7. The method as recited in claim 1, further comprising:

acquiring the callable processing function with a binding association relationship with the resource processing function;

verifying whether a business contract indicated by the business contract address supports the callable processing function;

and if the business contract does not support the callable processing function, returning error reporting information aiming at the resource processing request.

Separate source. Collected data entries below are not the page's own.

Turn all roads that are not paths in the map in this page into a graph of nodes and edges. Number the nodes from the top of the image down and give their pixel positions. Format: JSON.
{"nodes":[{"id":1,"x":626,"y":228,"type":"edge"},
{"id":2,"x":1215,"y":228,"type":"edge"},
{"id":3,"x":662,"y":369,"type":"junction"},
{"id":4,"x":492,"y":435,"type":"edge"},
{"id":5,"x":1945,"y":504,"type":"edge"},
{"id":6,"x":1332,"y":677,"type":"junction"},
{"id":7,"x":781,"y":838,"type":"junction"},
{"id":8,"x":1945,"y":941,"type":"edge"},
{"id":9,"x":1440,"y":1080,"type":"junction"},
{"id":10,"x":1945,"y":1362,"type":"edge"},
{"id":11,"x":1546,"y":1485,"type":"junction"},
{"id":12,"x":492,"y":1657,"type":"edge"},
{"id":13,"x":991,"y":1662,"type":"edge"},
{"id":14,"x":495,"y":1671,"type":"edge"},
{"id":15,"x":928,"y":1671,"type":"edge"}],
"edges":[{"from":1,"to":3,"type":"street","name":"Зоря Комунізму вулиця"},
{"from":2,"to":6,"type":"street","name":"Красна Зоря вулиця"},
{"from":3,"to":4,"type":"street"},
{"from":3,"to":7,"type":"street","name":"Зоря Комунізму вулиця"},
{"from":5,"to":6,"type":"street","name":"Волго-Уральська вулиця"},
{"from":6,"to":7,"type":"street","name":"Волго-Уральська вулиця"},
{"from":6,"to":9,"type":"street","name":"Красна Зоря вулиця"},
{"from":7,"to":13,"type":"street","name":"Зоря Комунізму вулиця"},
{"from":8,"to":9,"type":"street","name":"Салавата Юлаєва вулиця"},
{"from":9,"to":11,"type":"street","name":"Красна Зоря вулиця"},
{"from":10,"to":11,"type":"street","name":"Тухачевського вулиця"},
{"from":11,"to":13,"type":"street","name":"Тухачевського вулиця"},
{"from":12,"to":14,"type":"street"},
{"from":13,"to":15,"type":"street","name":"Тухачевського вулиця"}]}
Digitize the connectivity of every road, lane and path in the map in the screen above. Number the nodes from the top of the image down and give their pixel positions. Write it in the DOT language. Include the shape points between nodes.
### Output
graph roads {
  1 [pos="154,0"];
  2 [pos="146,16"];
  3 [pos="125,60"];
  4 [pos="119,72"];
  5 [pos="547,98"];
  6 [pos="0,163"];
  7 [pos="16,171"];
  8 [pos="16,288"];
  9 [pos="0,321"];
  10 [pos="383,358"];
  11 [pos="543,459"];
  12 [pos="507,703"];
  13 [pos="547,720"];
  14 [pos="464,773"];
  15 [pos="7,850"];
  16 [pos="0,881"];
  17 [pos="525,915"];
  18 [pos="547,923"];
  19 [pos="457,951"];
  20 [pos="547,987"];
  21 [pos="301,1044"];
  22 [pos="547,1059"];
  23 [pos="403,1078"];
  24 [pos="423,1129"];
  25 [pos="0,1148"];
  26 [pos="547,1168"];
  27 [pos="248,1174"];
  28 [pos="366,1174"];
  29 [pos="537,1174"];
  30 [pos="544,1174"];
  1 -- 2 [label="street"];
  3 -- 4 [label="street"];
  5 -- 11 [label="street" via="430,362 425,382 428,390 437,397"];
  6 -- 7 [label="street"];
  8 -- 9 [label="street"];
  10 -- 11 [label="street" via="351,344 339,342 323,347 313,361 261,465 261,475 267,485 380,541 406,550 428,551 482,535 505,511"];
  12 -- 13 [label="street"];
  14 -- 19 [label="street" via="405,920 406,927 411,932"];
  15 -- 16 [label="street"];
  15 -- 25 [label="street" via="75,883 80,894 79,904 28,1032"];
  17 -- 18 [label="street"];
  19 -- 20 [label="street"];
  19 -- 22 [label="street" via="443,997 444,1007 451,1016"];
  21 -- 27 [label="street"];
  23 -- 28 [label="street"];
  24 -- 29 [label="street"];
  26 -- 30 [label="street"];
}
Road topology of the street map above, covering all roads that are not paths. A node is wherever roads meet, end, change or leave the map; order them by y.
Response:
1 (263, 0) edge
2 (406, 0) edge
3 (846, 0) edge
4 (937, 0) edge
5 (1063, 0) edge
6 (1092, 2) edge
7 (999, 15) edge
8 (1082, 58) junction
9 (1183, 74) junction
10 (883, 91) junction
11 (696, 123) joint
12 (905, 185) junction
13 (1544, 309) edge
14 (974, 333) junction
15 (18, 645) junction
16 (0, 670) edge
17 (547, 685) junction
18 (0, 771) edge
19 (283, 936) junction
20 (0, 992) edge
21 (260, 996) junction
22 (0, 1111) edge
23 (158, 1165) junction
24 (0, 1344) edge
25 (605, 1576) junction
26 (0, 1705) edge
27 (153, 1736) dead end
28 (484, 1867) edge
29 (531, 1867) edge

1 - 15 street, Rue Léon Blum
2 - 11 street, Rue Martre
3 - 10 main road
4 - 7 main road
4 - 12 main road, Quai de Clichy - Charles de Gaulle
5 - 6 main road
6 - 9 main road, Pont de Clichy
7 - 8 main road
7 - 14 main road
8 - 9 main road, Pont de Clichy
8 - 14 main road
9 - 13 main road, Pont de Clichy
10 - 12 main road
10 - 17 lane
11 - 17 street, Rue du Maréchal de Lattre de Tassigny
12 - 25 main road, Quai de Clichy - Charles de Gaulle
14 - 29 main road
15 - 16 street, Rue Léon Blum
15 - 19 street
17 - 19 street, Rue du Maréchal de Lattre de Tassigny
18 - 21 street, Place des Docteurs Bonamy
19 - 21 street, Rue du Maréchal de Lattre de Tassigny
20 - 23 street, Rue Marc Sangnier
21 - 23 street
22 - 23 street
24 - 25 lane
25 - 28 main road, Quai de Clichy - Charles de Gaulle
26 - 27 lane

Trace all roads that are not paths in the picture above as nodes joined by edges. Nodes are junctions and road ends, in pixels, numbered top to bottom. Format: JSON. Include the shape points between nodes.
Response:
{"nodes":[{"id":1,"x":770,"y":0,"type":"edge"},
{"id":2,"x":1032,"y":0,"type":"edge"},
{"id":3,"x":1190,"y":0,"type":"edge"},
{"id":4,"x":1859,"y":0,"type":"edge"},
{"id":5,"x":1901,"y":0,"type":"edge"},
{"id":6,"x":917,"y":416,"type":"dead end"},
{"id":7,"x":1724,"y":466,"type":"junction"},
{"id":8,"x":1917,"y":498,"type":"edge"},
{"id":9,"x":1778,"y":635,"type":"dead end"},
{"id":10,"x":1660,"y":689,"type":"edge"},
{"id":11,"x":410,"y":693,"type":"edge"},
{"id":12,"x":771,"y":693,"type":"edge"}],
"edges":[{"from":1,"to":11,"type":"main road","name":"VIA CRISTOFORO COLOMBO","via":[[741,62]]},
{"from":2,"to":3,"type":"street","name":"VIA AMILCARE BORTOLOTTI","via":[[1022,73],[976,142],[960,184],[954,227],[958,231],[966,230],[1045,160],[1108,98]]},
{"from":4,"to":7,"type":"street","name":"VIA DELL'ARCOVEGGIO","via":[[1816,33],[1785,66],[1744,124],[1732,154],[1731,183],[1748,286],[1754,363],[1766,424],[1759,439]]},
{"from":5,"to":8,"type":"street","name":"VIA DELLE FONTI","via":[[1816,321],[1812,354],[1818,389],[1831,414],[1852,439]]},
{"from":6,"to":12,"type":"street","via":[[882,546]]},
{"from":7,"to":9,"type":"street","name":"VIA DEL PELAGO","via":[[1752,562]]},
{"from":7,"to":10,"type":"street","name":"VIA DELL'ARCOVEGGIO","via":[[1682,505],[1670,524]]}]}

8. The method of claim 1, wherein the resource processing request further carries an initiator signature, the initiator signature being obtained by digitally signing the resource processing request with a private key of the initiator; the method further comprises the steps of:

acquiring an initiator signature from the resource processing request;

verifying the signature of the initiator;

if signature verification of the initiator is successful, executing the step of calling the resource processing function indicated by the resource processing function identifier in the trusted agent contract based on the resource processing request;

and if signature verification of the initiator fails, returning error reporting information aiming at the resource processing request.

9. The method of claim 8, wherein signing the initiator signature comprises:

based on the public key of the initiator, performing decryption operation on the signature of the initiator to obtain a hash value to be verified;

generating a target hash value of the resource processing request;

if the hash value to be verified is the same as the target hash value, determining that the signature verification is successful;

if the hash value to be verified is different from the target hash value, determining that signature verification fails.

10. A blockchain-based data processing device, comprising:

the first acquisition module is used for acquiring a resource processing request sent by an initiator through the block link point; the resource processing request comprises resource data, a resource processing function identifier in a trusted agent contract and a business contract address;

a first calling module, configured to call, based on the resource processing request, a resource processing function indicated by the resource processing function identifier in the trusted agent contract; the resource processing function is used for processing the resource data through the receiver parameters added to the resource processing function; the receiver parameter is the business contract address;

a second calling module, configured to call, by using the resource processing function, a callable processing function in a service contract indicated by the service contract address, and execute, by using the callable processing function in the service contract, a service task associated with the resource data; and the callable processing function and the resource processing function have a binding association relation.

11. A computer device, comprising: a processor, a memory, and a network interface;

The processor is connected to the memory, the network interface for providing data communication functions, the memory for storing program code, the processor for invoking the program code to perform the method of any of claims 1-9.

12. A computer readable storage medium, characterized in that the computer readable storage medium has stored therein a computer program adapted to be loaded by a processor and to perform the method of any of claims 1-9.

13. A computer program product comprising computer programs/instructions which, when executed by a processor, implement the method of any of claims 1-9.